#### Activity:
From the line containing "pinky mcp: (803, 1174)" to the end of the listing, copy each line exactly and leave out all others.

[Records supplied]

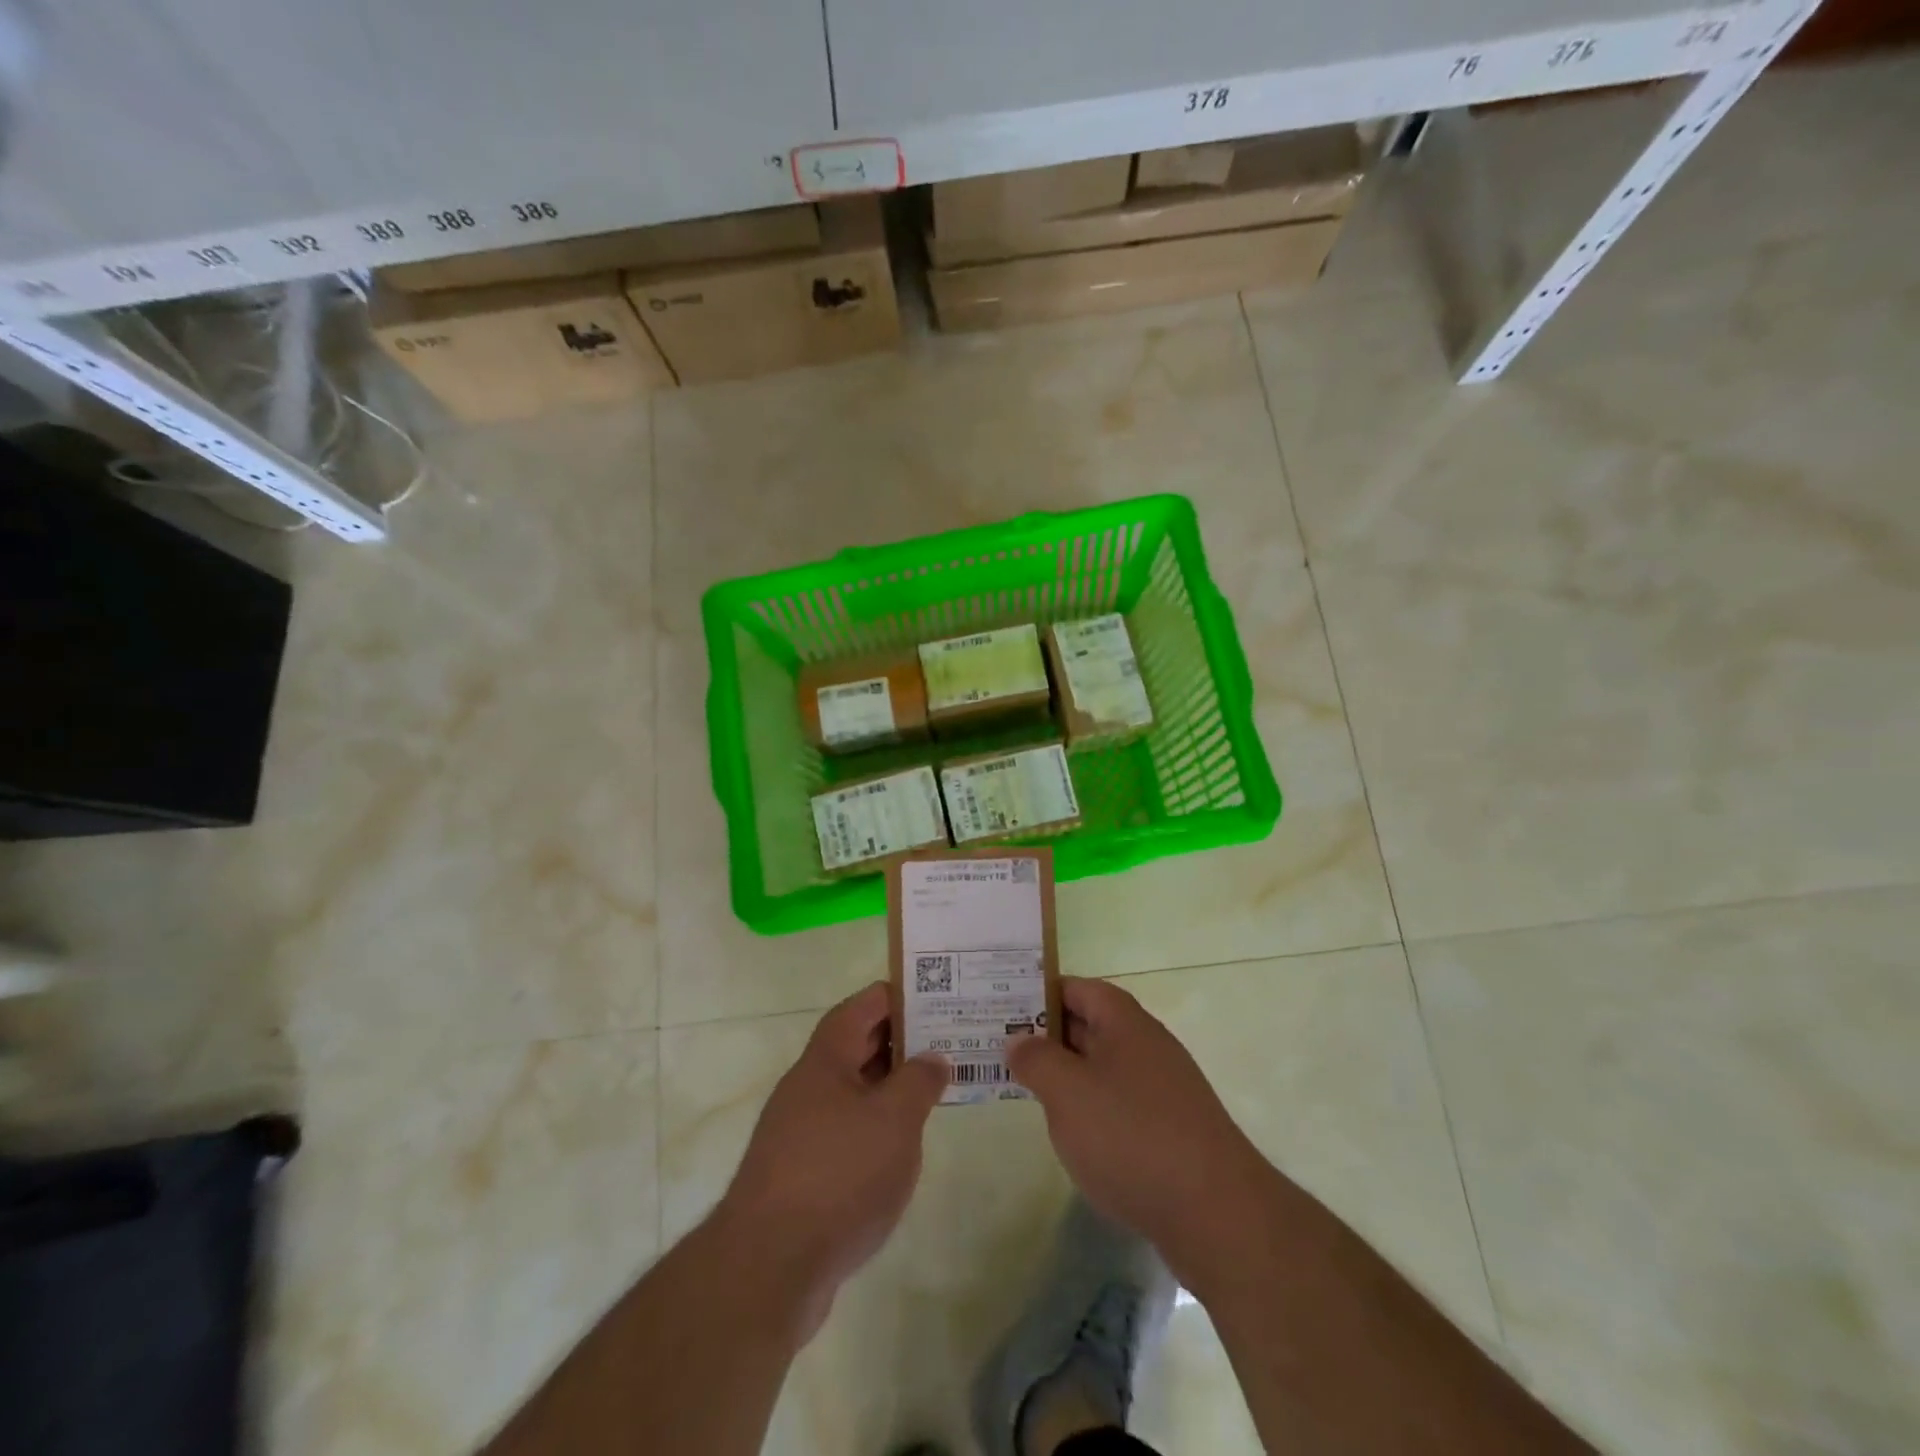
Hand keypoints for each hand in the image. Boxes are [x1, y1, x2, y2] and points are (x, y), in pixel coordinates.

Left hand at [714, 982, 947, 1338]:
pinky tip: (901, 1147)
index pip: (863, 1006)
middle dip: (901, 1040)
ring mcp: (801, 1131)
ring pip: (854, 1091)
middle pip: (857, 1046)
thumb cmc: (838, 1175)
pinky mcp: (803, 1174)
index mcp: (825, 1059)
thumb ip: (919, 1081)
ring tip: (935, 1089)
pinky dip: (877, 1127)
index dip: (898, 995)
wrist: (769, 1268)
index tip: (937, 996)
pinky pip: (847, 1130)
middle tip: (949, 1040)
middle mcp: (808, 1086)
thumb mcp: (894, 1120)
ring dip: (891, 1086)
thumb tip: (934, 1057)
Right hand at [1009, 977, 1271, 1288]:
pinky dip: (1092, 1109)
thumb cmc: (1132, 1136)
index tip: (1003, 1010)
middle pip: (1090, 1025)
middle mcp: (1147, 1045)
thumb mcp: (1067, 1093)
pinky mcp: (1171, 1130)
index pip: (1077, 988)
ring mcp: (1162, 1088)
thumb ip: (1036, 1060)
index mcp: (1125, 1022)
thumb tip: (1018, 1040)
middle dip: (1047, 1035)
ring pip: (1103, 1067)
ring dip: (1068, 1075)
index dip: (1040, 994)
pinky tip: (1074, 1135)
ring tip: (1027, 1090)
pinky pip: (1120, 1103)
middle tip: (1002, 1048)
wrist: (1217, 1214)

[/Records supplied]

#### Written solution:
pinky mcp: (803, 1174)
index mcp: (825, 1059)
thumb ip: (919, 1081)
ring tip: (935, 1089)
pinky dip: (877, 1127)
index dip: (898, 995)
wrist: (769, 1268)
index tip: (937, 996)
pinky pip: (847, 1130)
middle tip: (949, 1040)
middle mcp: (808, 1086)
thumb mcp: (894, 1120)
ring dip: (891, 1086)
thumb tip: (934, 1057)
Right hand at [1009, 977, 1271, 1288]:
pinky dip: (1092, 1109)
thumb cmc: (1132, 1136)
index tip: (1003, 1010)
middle pip: (1090, 1025)
middle mcp: (1147, 1045)
thumb mcp: (1067, 1093)
pinky mcp: (1171, 1130)
index pip: (1077, 988)
ring mcp: (1162, 1088)
thumb ip: (1036, 1060)
index mcp: (1125, 1022)
thumb tip: (1018, 1040)
middle dip: (1047, 1035)
ring pip: (1103, 1067)
ring dip: (1068, 1075)
index dip: (1040, 994)
pinky tip: (1074, 1135)
ring tip: (1027, 1090)
pinky pip: (1120, 1103)
middle tip: (1002, 1048)
wrist: (1217, 1214)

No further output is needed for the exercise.